> [Source material]:
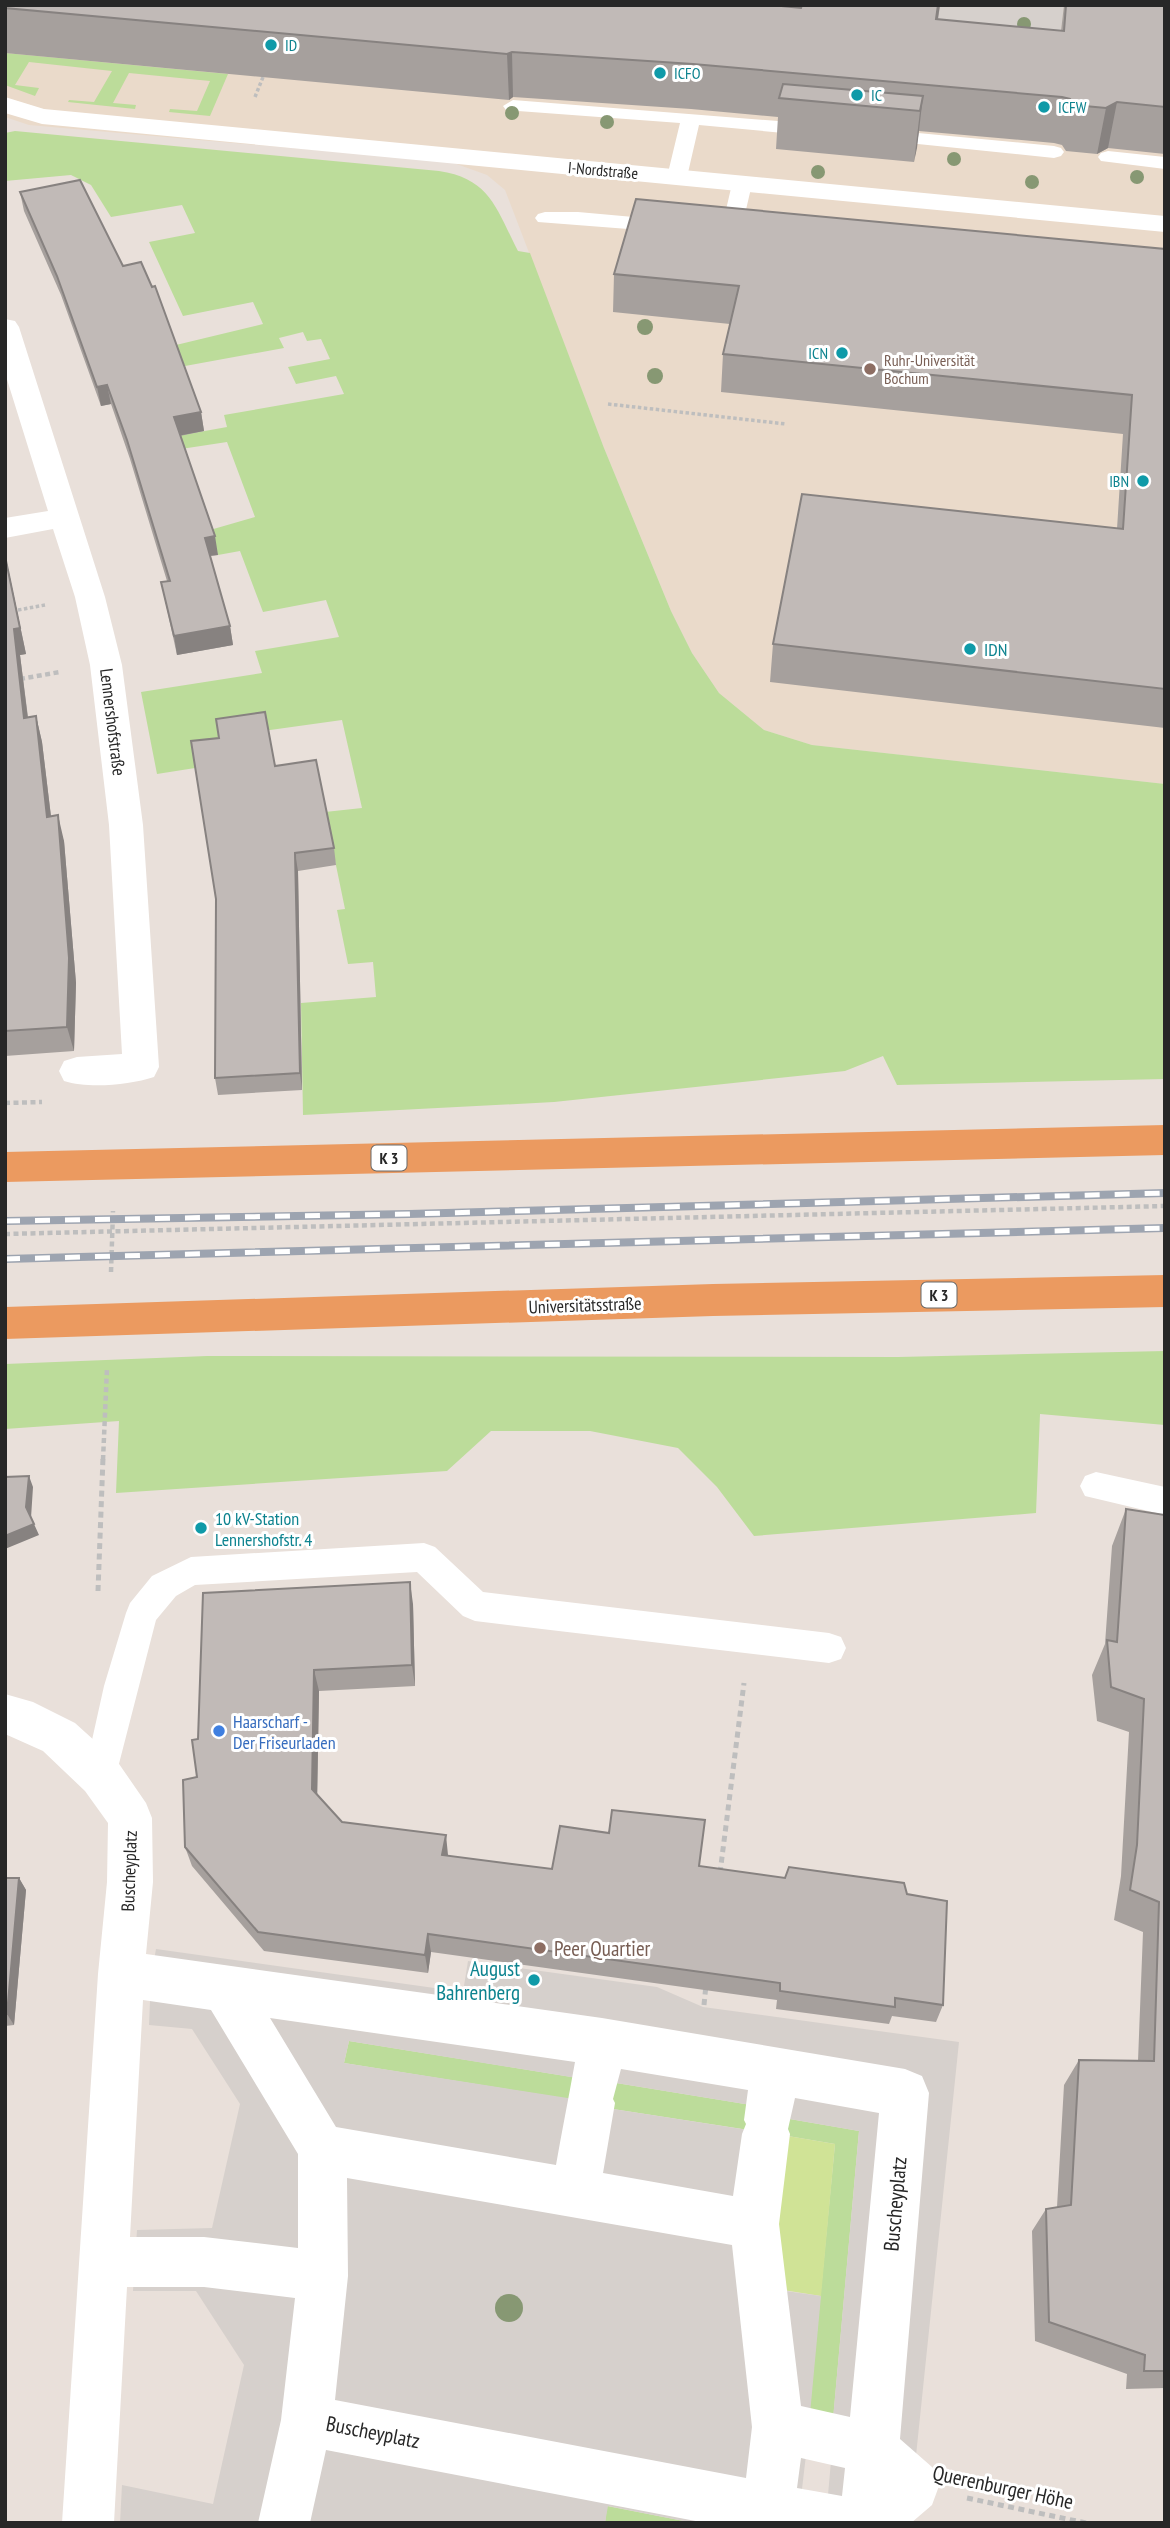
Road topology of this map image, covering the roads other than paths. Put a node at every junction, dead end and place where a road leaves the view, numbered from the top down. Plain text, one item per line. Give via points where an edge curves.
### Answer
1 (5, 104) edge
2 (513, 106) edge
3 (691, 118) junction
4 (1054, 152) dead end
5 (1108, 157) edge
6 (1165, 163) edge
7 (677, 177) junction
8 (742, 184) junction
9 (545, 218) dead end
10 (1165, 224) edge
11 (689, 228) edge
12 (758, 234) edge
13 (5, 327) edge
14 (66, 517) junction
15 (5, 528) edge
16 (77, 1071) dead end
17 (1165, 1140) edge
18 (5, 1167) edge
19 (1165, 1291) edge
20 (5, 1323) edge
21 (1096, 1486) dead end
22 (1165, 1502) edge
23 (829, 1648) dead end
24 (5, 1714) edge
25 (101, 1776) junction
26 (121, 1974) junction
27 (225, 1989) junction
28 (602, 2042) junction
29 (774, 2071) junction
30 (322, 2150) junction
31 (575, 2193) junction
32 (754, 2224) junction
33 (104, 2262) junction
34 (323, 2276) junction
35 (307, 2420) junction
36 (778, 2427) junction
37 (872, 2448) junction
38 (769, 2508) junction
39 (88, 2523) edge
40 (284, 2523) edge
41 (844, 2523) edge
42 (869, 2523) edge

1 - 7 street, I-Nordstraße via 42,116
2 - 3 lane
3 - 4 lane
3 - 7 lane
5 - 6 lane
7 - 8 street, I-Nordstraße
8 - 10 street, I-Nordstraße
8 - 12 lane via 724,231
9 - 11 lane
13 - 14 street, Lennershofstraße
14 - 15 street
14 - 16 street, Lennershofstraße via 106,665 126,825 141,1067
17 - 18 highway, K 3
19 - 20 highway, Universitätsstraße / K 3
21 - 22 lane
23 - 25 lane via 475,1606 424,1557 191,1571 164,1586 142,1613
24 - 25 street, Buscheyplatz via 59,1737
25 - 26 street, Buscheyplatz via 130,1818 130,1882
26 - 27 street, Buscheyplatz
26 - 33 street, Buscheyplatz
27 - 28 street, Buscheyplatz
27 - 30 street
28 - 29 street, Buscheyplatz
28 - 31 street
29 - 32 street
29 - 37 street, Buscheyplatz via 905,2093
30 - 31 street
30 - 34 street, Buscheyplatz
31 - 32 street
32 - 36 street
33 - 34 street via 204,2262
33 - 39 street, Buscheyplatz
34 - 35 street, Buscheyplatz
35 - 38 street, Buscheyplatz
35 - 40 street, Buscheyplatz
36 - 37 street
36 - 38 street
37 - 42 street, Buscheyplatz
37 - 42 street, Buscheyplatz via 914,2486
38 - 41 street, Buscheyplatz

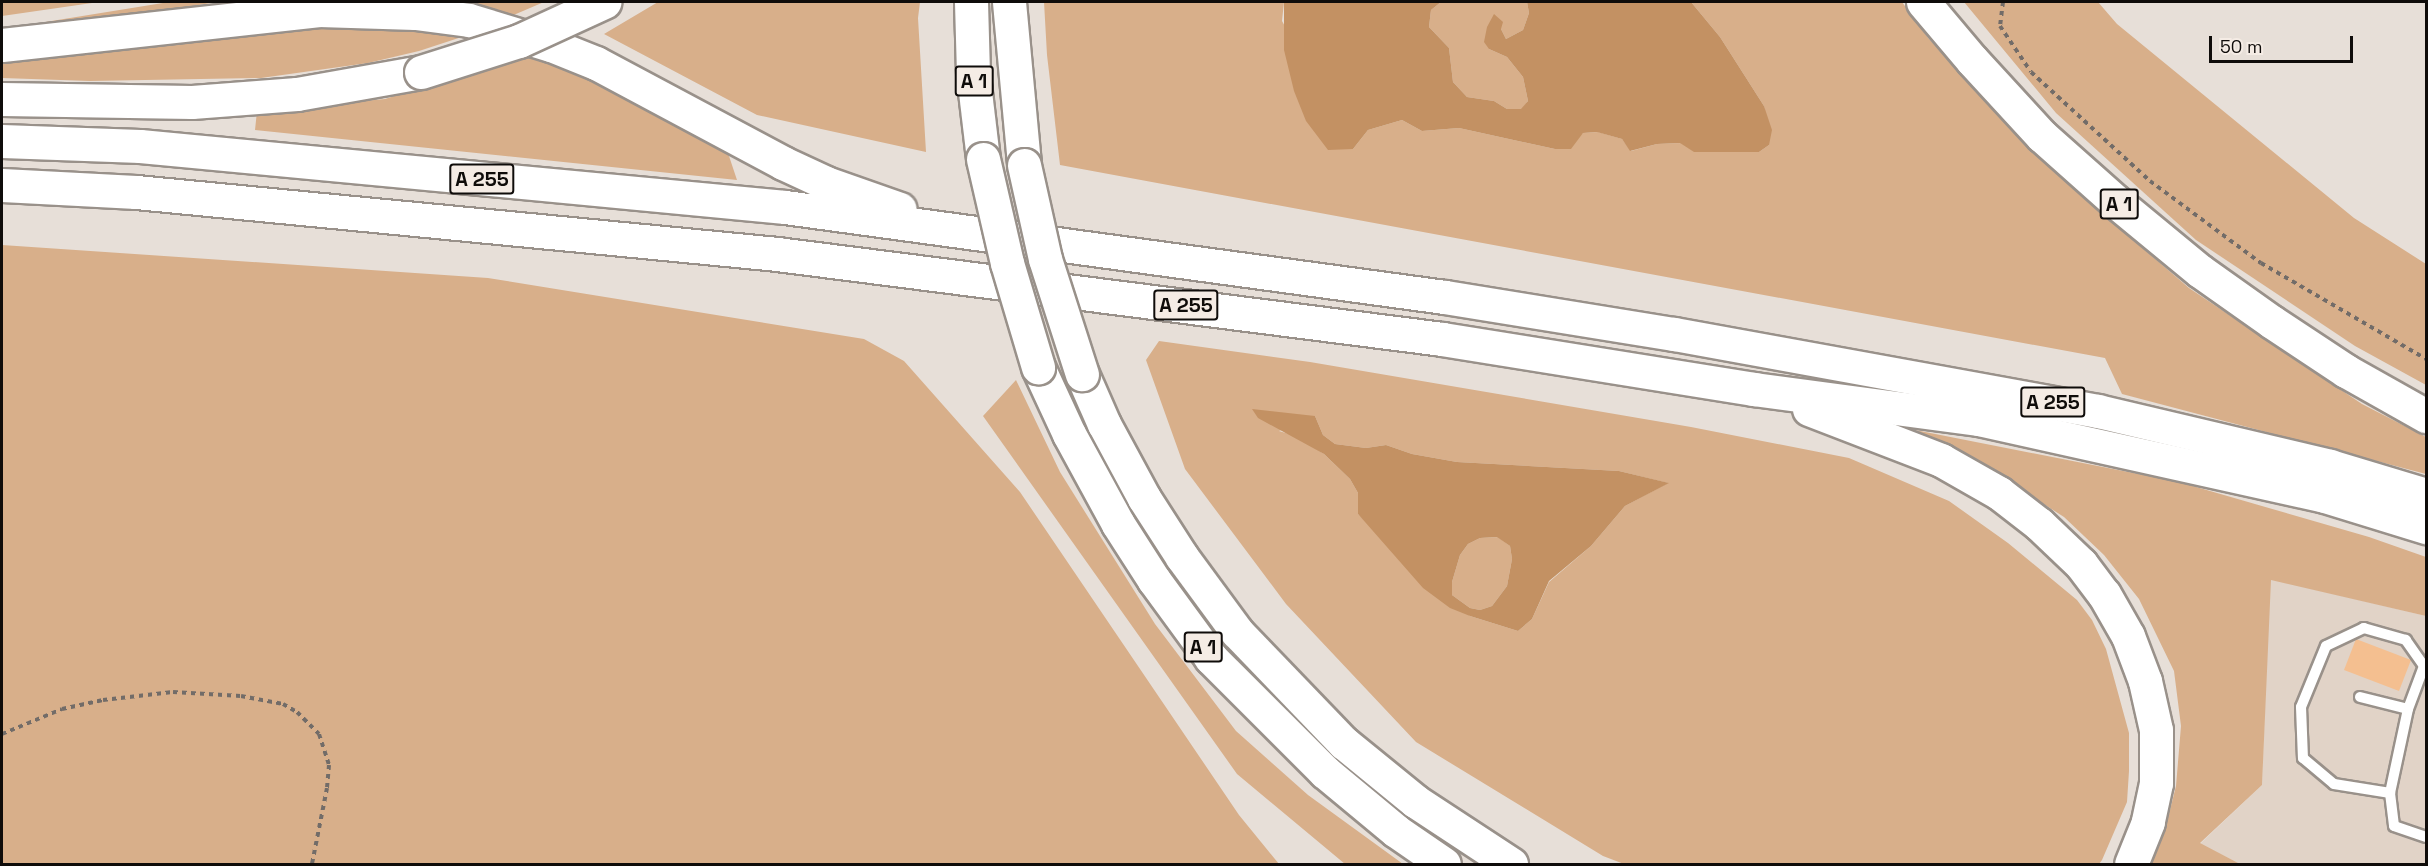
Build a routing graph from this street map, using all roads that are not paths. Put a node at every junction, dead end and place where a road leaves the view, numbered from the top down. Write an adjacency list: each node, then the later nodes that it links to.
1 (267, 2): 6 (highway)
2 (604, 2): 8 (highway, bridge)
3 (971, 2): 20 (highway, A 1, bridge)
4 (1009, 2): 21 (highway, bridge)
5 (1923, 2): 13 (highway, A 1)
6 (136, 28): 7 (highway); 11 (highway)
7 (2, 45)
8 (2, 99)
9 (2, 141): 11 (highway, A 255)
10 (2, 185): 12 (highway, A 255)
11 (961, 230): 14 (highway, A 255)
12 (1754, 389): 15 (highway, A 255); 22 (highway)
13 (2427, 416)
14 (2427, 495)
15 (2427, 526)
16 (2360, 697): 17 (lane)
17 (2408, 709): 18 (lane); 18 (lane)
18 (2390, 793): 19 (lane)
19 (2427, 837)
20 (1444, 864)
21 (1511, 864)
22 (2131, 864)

> [About this exercise]:
Search the entries for "Nordstraße" and copy each matching line.

> [Exercise solution]:
1 - 7 street, I-Nordstraße via 42,116
7 - 8 street, I-Nordstraße
8 - 10 street, I-Nordstraße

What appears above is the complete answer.